TRY IT ▸ The records are to be repeated in full. Every line must match.

BEGIN RECORD EXCERPTS

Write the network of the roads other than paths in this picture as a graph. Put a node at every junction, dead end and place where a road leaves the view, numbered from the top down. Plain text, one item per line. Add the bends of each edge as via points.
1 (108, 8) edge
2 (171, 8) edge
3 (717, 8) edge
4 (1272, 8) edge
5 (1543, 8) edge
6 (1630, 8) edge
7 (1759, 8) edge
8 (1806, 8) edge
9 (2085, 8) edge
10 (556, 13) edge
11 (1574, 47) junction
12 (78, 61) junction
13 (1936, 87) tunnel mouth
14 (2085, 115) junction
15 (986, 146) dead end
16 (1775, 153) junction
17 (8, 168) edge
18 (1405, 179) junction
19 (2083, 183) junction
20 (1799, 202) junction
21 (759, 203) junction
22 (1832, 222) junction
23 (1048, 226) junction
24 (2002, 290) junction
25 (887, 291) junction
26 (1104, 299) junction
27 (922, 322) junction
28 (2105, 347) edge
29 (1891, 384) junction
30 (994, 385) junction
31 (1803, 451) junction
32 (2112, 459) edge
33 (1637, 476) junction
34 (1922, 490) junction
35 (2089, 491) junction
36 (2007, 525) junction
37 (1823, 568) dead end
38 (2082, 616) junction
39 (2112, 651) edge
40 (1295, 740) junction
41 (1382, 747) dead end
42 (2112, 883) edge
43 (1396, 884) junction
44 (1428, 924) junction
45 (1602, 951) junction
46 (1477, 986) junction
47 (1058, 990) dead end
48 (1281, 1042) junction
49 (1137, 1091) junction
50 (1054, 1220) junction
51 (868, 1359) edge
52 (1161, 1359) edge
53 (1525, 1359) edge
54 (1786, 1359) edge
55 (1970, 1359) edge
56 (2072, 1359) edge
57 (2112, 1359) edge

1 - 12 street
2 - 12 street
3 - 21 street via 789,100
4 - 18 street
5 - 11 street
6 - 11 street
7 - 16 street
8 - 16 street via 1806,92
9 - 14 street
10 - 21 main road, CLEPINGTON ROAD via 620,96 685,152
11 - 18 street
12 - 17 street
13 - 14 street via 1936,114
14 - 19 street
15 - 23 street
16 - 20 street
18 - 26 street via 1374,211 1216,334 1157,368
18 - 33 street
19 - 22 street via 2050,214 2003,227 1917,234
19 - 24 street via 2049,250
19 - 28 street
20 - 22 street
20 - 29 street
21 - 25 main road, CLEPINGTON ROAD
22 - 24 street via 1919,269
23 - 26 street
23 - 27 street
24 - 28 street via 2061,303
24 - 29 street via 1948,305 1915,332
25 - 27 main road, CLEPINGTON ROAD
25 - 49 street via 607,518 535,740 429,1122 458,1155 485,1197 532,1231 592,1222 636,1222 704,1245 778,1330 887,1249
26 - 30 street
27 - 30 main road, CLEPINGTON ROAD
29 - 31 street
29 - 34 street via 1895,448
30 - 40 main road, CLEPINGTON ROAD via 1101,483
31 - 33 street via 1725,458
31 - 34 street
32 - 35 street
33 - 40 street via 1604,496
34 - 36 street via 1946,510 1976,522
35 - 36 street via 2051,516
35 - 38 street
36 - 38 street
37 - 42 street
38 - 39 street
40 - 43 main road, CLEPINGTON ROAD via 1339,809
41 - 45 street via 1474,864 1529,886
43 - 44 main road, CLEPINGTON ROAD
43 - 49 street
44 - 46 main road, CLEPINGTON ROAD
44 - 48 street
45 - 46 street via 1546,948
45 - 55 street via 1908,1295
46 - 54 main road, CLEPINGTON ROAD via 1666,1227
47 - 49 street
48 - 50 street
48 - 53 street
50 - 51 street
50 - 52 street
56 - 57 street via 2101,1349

END RECORD EXCERPTS

TASK ANSWER ▸
Write the network of the roads other than paths in this picture as a graph. Put a node at every junction, dead end and place where a road leaves the view, numbered from the top down. Plain text, one item per line. Add the bends of each edge as via points.
1 (108, 8) edge
2 (171, 8) edge
3 (717, 8) edge
4 (1272, 8) edge
5 (1543, 8) edge
6 (1630, 8) edge
7 (1759, 8) edge
8 (1806, 8) edge
9 (2085, 8) edge
10 (556, 13) edge
11 (1574, 47) junction
12 (78, 61) junction
13 (1936, 87) tunnel mouth
14 (2085, 115) junction
15 (986, 146) dead end
16 (1775, 153) junction
17 (8, 168) edge
18 (1405, 179) junction
19 (2083, 183) junction
20 (1799, 202) junction
21 (759, 203) junction
22 (1832, 222) junction
23 (1048, 226) junction
24 (2002, 290) junction
25 (887, 291) junction
26 (1104, 299) junction
27 (922, 322) junction
28 (2105, 347) edge
29 (1891, 384) junction
30 (994, 385) junction
31 (1803, 451) junction
32 (2112, 459) edge
33 (1637, 476) junction
34 (1922, 490) junction
35 (2089, 491) junction
36 (2007, 525) junction
37 (1823, 568) dead end
38 (2082, 616) junction
39 (2112, 651) edge
40 (1295, 740) junction
41 (1382, 747) dead end
42 (2112, 883) edge
43 (1396, 884) junction
44 (1428, 924) junction
45 (1602, 951) junction
46 (1477, 986) junction
47 (1058, 990) dead end
48 (1281, 1042) junction
49 (1137, 1091) junction
50 (1054, 1220) junction
51 (868, 1359) edge
52 (1161, 1359) edge
53 (1525, 1359) edge
54 (1786, 1359) edge
55 (1970, 1359) edge
56 (2072, 1359) edge
57 (2112, 1359) edge

1 - 12 street
2 - 12 street
3 - 21 street via 789,100
4 - 18 street
5 - 11 street
6 - 11 street
7 - 16 street
8 - 16 street via 1806,92
9 - 14 street
10 - 21 main road, CLEPINGTON ROAD via 620,96 685,152
11 - 18 street
12 - 17 street
13 - 14 street via 1936,114
14 - 19 street
15 - 23 street
16 - 20 street
18 - 26 street via 1374,211 1216,334 1157,368
18 - 33 street
19 - 22 street via 2050,214 2003,227 1917,234
19 - 24 street via 2049,250
19 - 28 street
20 - 22 street
20 - 29 street
21 - 25 main road, CLEPINGTON ROAD
22 - 24 street via 1919,269
23 - 26 street
23 - 27 street
24 - 28 street via 2061,303
24 - 29 street via 1948,305 1915,332
25 - 27 main road, CLEPINGTON ROAD
25 - 49 street via 607,518 535,740 429,1122 458,1155 485,1197 532,1231 592,1222 636,1222 704,1245 778,1330 887,1249
26 - 30 street
27 - 30 main road, CLEPINGTON ROAD
29 - 31 street
29 - 34 street via 1895,448
30 - 40 main road, CLEPINGTON ROAD via 1101,483
31 - 33 street via 1725,458
31 - 34 street
32 - 35 street
33 - 40 street via 1604,496
34 - 36 street via 1946,510 1976,522
35 - 36 street via 2051,516
35 - 38 street
36 - 38 street
37 - 42 street
38 - 39 street
40 - 43 main road, CLEPINGTON ROAD via 1339,809
41 - 45 street via 1474,864 1529,886
43 - 44 main road, CLEPINGTON ROAD
43 - 49 street
44 - 46 main road, CLEPINGTON ROAD
44 - 48 street
45 - 46 street via 1546,948
45 - 55 street via 1908,1295
46 - 54 main road, CLEPINGTON ROAD via 1666,1227
47 - 49 street
48 - 50 street
48 - 53 street
50 - 51 street
50 - 52 street
56 - 57 street via 2101,1349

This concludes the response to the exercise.